C’est ce que je compris en entendant ces mots qui me paraissaient si cruels mais tellement mérités. Je lui en avais voulu à une vitesse incroyable, oubliant tout le chemin parcouru. Et heureusement que sa patience qui n’était plus une légende avec moi jouait en ma faveur. J’étais idiot de vouloir une fois de plus me battre contre quelqu’un plutôt que de me battre pour elle. N’avais-je pas dit un jour que ses peines étaient les miennes tant qu’elles persistaient ? Alors pourquoi me décharger de certains de ces fardeaux sur ses épaules qui me paraissaient s’affaisser au fur et à mesure ? Je me devais d’être celui qui chasserait cette tempête. Il était temps de retrouver un minimum de réflexion et un maximum de maladresse. J’étais installé dans mon canapé, l’observant avec une tendresse difficilement dissimulée. J’étais heureux de la voir même si j’avais prétendu le contraire. Par pudeur, je ne voulais lui dire, je ne voulais lui montrer. Alors je me contentais de pencher la tête légèrement de côté pour observer ses gestes minutieux. « Le thé de la Reine en personne ? Excusez-moi My Lady … Je pensais être avec ma meilleure amie, mais j’ai l’impression d’être en compagnie de la haute société… Vous ne m’en voudrez pas si nous ne côtoyons pas les mêmes strates ? » riais-je en plissant le nez avant de reprendre. « Mais c’est qu’en plus cela à l’air d’être tout un art… Tu as besoin de silence pour te concentrer ? Au risque que mon thé soit raté… Je ne voudrais pas risquer la mo… » je m’arrêtais net en me rendant compte que je risquais de relancer le sujet en poursuivant sur cette pente. Il était probablement temps que je m’excuse.

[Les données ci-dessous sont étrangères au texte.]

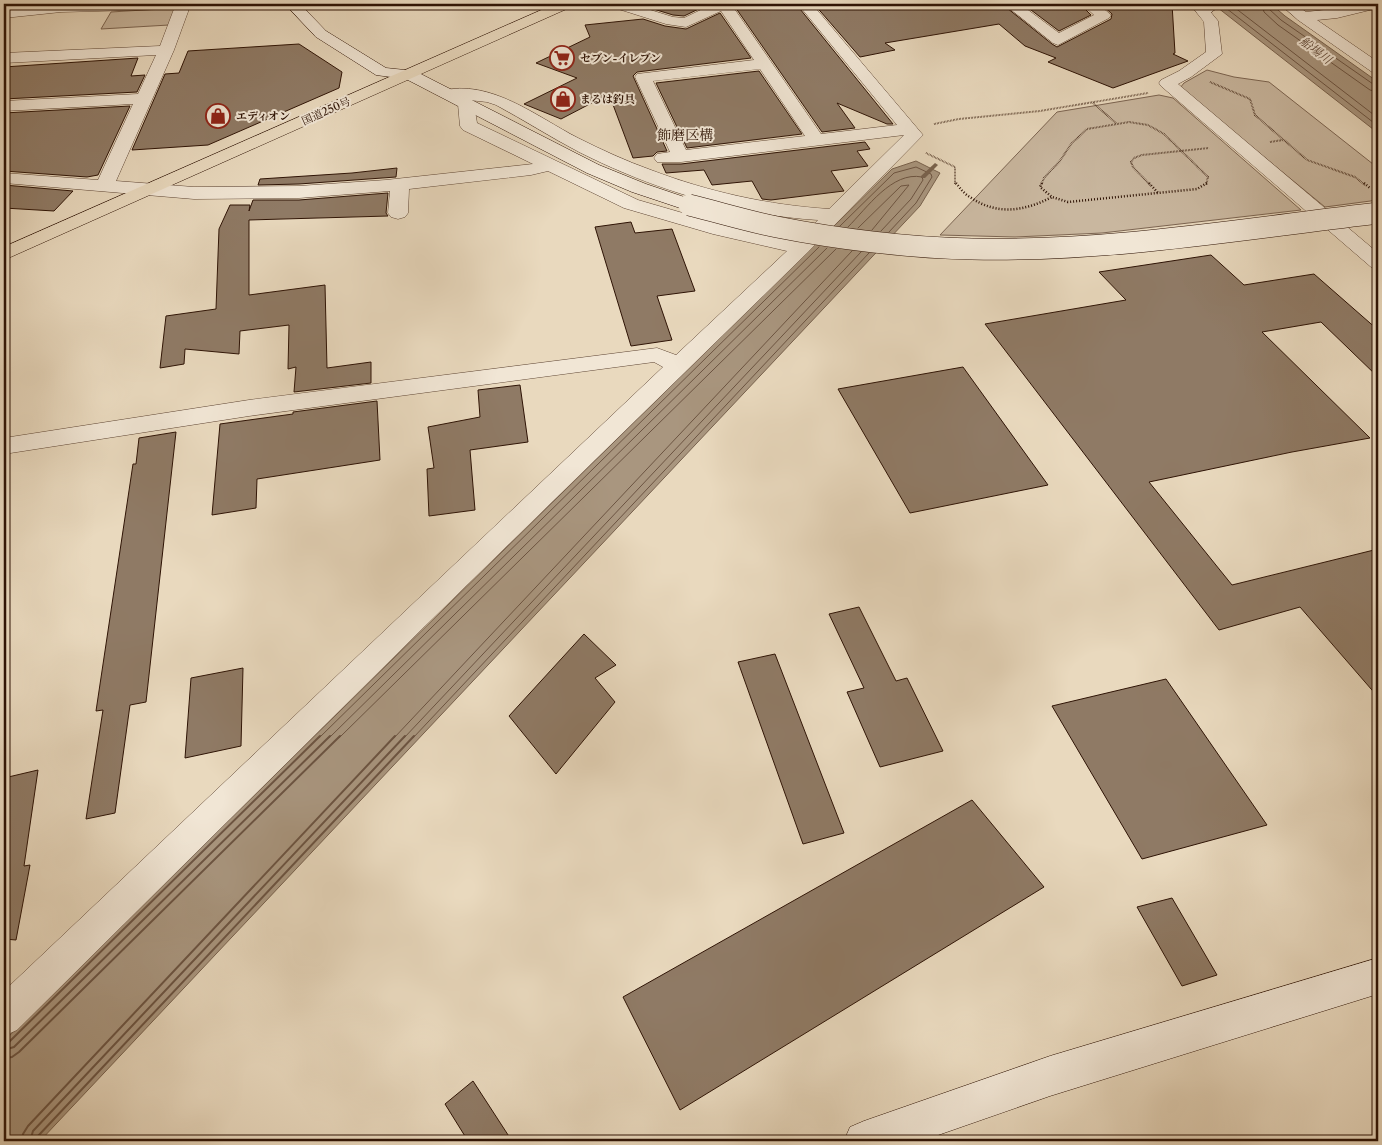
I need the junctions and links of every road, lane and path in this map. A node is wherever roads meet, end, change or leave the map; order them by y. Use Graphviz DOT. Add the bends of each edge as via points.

Et dieu que j’étais mauvais pour bafouiller quelques mots qui pourraient recoller les morceaux tel un mosaïste concentré sur l’œuvre à créer. Je comptais sur sa bienveillance et sa compréhension, elle qui me connaissait pour savoir que cet exercice n’était pas aisé. Pourtant, malgré cette difficulté, je niais d’un signe de tête sa remarque. « Et même si la chance tu me l’avais laissé… Je n’aurais probablement pas su le faire… » lui avouais-je à demi-mot confirmant que pour l’une des rares fois, je n’étais probablement en possession des armes pour l’aider à combattre ce fantôme qui la collait au corps. Car se battre contre des sentiments était comme se battre contre un ennemi vicieux et insipide, qui prenait part de notre corps, de notre cœur et de notre esprit. J’avais perdu les trois. Je ne savais plus reconnaître un sentiment de joie d’un sentiment de peine dans certaines circonstances. Mise à part quand j’apercevais la main de ma meilleure amie s’abattre sur mon épaule, m’arrachant une légère grimace, l’air faussement blessé en ayant conscience que j’étais un piètre comédien. Puis une fois le cirque terminé, j’haussais un sourcil, l’interrogeant du regard. N’avions-nous pas promis que certaines choses qui se passaient entre ces murs ne devaient jamais revenir sur le tapis ? « Et manque de chance, généralement ces moments arrivaient après t’avoir accompagné à ces mondanités auxquelles je devais être allergique à mon avis. Combien de fois je me suis retrouvé à ton bras à me faire mitrailler, à manger des verrines où tout et n’importe quoi sont mélangés, à serrer des mains à tout va et à devoir boire des martinis dry alors que je déteste le martini ? » Je croisais mes bras contre mon torse, boudant du mieux que je pouvais, tout en laissant un léger rictus en coin s’échapper. J’attrapais ma tasse, la levant en direction d’Hayden, lui offrant un clin d’œil, fier de ce que je m’apprêtais à sortir en chantant. « And here’s to you, Mrs robinson » avant de boire une gorgée de ce thé, les yeux clos comme pour le savourer, reposant la tasse juste après, une mine hésitante. « C’est…. Du thé… il ne manquerait plus que Ruby devienne un corgi et je commencerais à m’interroger sur ton véritable métier. » continuais-je comme pour reculer l’échéance.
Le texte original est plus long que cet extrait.